The diction ("bore," "pyre") and the inversions make this sound unlike the speech of any actual person or period. It is a middle register of refined poetic diction, pleasing in its way, but not a sensitive medium for recording experience. Similarly, "Haman," another short biblical monologue, makes the obvious comparison between that Persian enemy of the Jews and their modern German enemy. But the malice of "Haman the Hangman" is swaddled in an idiom remote from contemporary speech: "Let the Jews tremble," "ridding the world," "chastening penalty," "hanker after."

This sort of refinement is a persistent temptation in Hecht's verse, the hazard of his desire to defend and to continue a tradition, for it is always difficult for a poet to be sure when he is renewing a tradition and when he is only echoing it. For similar reasons, allusion is problematic in Hecht's poetry. His work is saturated with reference, especially to Shakespeare, but the effect is often to make it seem as though texts have replaced things as the objects of thought. In "The Witch of Endor," another biblical monologue, he writes:

I had the gift, and arrived at the technique
That called up spirits from the vasty deep....
The second (and rather famous) line is a version of Glendower's in Henry IV — "I can call spirits from the vasty deep" — but this association works against the present context. Glendower's claim is meant to be vain and boastful, quickly parried by Hotspur: "But will they come when you do call for them?" Yet Hecht does not seem to wish to undermine the Witch's powers. It is rather that his mind moves so much in the Shakespearean realm that the idea of conjuring immediately calls forth this quotation. And this marks a separation between the poet's mind and that of the Witch whose voice he is attempting to assume. Allusion becomes another way in which the poet keeps his subject under quarantine.
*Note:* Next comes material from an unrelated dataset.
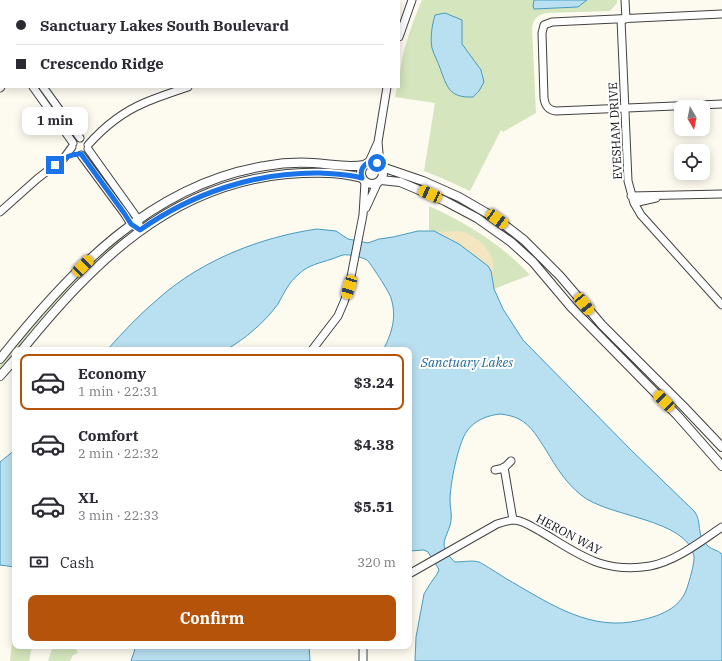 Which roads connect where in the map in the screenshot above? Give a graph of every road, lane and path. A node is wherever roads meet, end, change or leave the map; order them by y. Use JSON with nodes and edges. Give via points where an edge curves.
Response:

The Darkness and the Light confirms rather than extends the domain of Hecht's art. His gifts are of a kind rare today-seriousness, intelligence, formal discipline — and he has expressed as skillfully as any writer of the last fifty years the anxiety of the civilized mind facing the large and small barbarisms of the age. But that very stance is also what sets a severe limitation to his poetry. It is not necessary for a modern poet to take chaos as his theme; but if he does, it may be necessary for him to accede to that chaos, to allow it into his very speech, as Lowell and Berryman and Plath did in their various ways. It is to them, rather than to Hecht, that future readers will turn for a sense of what it was like to live, and suffer, in our time.